初めての祭祀
そこは、物理と空理を修め、真理へと至った世界。
そこに生きる人々は、母なる惑星の大地を天に浮かせ、そこに街を築き暮らし、夜空の海へと乗り出してゆく。
彼等は、自らを第十一支族と名乗る者達。
そんな彼等エルフの母星にて、唯一と言ってもよい青い海に浮かぶ地に住まう者達が居る。聖なる地にて祭祀を司る者と、その者の世話を担う者達だ。
祭祀を司る者は、第十一支族の中でも最も尊き血脈の中から選ばれた者――斎王である。
その日、今代の斎王による祭祀が執り行われていた。
数ある祭祀の中で、今では取り分けて重要とは看做される事の無くなったその祭祀は、しかしこの斎王自身には、重要な意味があった。

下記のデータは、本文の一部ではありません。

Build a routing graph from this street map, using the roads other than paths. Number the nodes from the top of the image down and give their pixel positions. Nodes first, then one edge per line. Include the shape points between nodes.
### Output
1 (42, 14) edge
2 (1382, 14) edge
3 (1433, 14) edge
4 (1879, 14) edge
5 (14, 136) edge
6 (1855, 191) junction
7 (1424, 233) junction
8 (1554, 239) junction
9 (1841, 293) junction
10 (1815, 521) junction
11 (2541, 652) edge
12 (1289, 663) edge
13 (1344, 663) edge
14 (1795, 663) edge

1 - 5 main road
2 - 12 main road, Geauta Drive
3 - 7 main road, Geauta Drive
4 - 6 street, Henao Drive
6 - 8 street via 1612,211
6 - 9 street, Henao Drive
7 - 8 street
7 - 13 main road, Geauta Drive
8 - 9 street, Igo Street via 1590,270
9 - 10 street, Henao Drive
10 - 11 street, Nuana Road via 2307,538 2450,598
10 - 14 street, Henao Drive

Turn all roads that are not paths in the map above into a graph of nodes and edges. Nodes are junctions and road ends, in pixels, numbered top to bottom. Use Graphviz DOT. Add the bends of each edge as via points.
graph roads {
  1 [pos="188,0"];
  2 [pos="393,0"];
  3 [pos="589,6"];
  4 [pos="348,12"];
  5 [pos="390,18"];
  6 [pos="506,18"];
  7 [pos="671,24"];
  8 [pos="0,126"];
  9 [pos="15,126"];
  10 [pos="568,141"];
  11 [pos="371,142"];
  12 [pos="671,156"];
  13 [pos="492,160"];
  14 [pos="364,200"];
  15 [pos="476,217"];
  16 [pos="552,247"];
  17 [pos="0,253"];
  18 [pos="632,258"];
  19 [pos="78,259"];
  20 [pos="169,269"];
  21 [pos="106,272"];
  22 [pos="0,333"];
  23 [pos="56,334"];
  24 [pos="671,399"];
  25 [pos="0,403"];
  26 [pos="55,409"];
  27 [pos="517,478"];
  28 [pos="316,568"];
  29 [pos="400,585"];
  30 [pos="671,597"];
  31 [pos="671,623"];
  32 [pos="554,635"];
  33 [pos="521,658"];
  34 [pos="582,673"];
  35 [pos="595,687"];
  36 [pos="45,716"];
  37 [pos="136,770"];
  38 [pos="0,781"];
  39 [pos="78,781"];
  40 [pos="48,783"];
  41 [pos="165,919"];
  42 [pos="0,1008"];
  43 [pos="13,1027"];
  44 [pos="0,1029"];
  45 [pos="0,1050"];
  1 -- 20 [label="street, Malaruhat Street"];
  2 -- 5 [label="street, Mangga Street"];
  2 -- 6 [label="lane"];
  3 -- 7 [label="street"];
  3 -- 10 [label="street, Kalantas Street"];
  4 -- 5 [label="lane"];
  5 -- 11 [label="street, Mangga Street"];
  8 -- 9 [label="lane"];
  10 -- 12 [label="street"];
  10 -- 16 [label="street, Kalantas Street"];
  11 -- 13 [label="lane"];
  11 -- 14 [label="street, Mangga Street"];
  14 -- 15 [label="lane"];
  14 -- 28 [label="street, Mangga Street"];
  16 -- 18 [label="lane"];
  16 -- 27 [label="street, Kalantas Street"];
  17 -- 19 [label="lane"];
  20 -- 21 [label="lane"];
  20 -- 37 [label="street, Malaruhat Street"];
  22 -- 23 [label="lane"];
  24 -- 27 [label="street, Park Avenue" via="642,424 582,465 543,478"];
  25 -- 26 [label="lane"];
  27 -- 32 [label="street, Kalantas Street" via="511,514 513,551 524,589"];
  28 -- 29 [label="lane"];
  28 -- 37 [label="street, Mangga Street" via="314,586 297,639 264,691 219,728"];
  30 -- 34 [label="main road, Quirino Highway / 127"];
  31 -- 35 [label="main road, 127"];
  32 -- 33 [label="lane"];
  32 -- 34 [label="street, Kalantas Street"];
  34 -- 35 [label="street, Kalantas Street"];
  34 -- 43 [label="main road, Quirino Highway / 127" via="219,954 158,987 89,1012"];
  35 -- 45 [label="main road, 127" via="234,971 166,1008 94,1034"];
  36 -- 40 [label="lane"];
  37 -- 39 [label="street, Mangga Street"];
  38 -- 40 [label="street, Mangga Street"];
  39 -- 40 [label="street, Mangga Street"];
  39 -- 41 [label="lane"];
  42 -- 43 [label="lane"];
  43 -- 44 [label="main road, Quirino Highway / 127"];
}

形骸化され、本来の形を失った略式でありながら、そこに注ぐ斎王の想いは本物であり、またその力も本物であった。
であれば、その祭祀は成って然るべきである。
けれどもこの斎王は、斎拗であった。つまりは瑕疵があり、不完全であったのだ。それ故に祭祀の結果も、成功なれど不完全なものとなった。
後に『無色の斎王』と呼ばれ歴史に残る彼女の、初めて奉仕した祭祀――『救世の闡提』は、特筆すべき事柄も無く終った。
しかし、この祭祀が、ある意味で成功し、ある意味で失敗に終わった事を、この時はまだ、奉仕した当人である斎王さえも知り得なかった。